To explore the potential factors associated with moral injury for HPs who were involved in patient care during the COVID-19 pandemic in 2020, prior to the availability of vaccines.
Design, Setting, and Participants
In this qualitative study, HPs were actively recruited to participate in a survey via snowball sampling via email and social media in 2 phases of 5 weeks each: April 24 to May 30, 2020 (phase 1), and October 24 to November 30, 2020 (phase 2). Overall, 1831 respondents answered demographic questions and assessments for moral injury, intrinsic religiosity, and burnout. Of those, 1344 responded to the open-ended questions. Responses to open-ended questions were coded iteratively and thematically analyzed within the framework of moral injury.
Working in a patient care setting during the COVID-19 pandemic prior to the availability of vaccines.
Main Outcomes and Measures
Inductive thematic analysis of open-response survey answers identified dominant emotions and common stressors associated with moral injury.
There were 335 individuals (109 [32.6%] aged 35-44 years; 288 [86.0%] women; 294 [87.8%] White) in phase 1 and 1009 individuals (384 [38.1%] aged 35-44 years; 913 [90.5%] women; 945 [93.7%] White) in phase 2. In phase 1, the respondents were predominantly nurses (100 [29.9%]), physicians (78 [23.3%]), advanced practice practitioners (APPs) (70 [20.9%]), and chaplains (55 [16.4%]).

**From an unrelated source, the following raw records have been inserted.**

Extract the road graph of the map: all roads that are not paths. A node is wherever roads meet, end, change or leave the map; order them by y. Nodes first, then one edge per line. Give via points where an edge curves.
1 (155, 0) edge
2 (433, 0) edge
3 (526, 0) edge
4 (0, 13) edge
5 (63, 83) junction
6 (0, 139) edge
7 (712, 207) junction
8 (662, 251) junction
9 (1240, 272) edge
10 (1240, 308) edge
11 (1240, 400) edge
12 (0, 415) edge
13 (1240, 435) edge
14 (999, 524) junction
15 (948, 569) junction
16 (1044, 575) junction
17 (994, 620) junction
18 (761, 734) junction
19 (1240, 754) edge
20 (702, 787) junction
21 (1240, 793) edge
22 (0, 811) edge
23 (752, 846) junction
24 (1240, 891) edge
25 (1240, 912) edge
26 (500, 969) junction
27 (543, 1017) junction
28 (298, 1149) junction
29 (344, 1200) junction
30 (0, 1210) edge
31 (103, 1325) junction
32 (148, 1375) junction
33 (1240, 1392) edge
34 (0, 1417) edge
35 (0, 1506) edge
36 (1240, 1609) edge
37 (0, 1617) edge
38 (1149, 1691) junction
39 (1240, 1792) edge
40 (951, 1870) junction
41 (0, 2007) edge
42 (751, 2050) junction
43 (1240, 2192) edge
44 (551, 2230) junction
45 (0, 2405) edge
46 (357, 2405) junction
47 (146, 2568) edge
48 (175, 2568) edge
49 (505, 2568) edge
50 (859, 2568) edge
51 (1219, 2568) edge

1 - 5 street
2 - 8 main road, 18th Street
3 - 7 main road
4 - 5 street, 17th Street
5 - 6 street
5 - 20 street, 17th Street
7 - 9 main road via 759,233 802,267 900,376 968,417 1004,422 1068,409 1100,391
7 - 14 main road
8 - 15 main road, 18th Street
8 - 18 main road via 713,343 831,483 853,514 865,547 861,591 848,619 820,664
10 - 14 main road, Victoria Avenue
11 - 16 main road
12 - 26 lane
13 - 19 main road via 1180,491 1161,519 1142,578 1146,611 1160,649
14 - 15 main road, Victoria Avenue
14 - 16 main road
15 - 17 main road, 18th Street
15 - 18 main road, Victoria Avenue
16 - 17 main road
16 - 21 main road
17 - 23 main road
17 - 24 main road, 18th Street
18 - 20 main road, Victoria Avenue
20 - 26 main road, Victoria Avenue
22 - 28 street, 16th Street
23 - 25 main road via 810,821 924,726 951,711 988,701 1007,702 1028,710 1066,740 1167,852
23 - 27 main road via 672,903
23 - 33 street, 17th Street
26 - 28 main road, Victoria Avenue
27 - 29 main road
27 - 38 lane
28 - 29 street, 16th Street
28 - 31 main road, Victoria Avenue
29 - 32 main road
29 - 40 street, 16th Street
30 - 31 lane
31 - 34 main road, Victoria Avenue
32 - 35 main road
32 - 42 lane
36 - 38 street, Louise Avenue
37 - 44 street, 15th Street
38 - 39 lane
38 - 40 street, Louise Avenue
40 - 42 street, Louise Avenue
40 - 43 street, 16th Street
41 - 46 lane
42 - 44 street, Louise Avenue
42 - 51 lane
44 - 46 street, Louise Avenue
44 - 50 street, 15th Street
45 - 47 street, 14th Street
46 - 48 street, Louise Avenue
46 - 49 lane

In phase 2, the respondents were predominantly nurses (589 [58.4%]), physicians (114 [11.3%]), and APPs (104 [10.3%]). HPs faced numerous stressors, such as fear of contagion, stigmatization, short-staffing, and inadequate personal protective equipment. The emotions experienced were (1) fear in phase 1, then fatigue in phase 2; (2) isolation and alienation; and (3) betrayal.
Conclusions and Relevance
These findings suggest that HPs experienced moral injury during the COVID-19 pandemic. Moral injury was not only experienced after a single moral dilemma but also from working in morally injurious environments. These experiences can serve as potential starting points for organizations to engender and enhance organizational and individual recovery, team building, and trust. System-level solutions that address shortages in staffing and personal protective equipment are needed to promote HP well-being.
Moral injury is emotional distress resulting from events or transgressive acts that create dissonance within one’s very being due to a disruption or violation of their existential orientation and values system.1 There may even be betrayal against what is held to be right by someone who holds legitimate authority in a high-stakes situation.2 When synthesized, a holistic conceptualization of moral injury examines both the personal actions and beliefs of individual actors but also takes into account a society’s actions and beliefs in the world from a historical and sociological point of view.3
Initially conceived in the context of combat trauma and the experiences of war veterans,4 moral injury has been theorized and studied in the context of health care professionals (HPs).5-7 Moral injury manifests itself as a double bind: “[d]o we take care of our patient, the hospital, the insurer, the EMR [electronic medical record], the health care system, or our productivity metrics first? There should only be 1 answer to that question, but the current business framework of medicine pressures us to serve all these masters at once.”8
Moral injury is strongly associated with medical errors, clinician burnout, and increased suicidal thoughts.9,10 Prior to the COVID-19 pandemic, nearly 1 in 4 HPs reported at least moderate impairment in family, social, or occupational functioning.9 Both mental health disorders and burnout are projected to increase among clinicians in the wake of the pandemic11-13; early evidence suggests that increases in moral injury may be a bellwether of a workforce under tremendous strain.14
The challenges reported in past pandemics included increased workload amid new and frequently changing protocols and fractured interpersonal relations complicated by personal protective equipment (PPE).15-22 These systemic stressors have a direct association with HP moral injury, distress, and burnout.14,23 However, there are few empirical studies that qualitatively describe the emotional experiences and perspectives of HPs. The purpose of this study is to understand the experiences of HPs during the COVID-19 pandemic within the previously mentioned framework of moral injury.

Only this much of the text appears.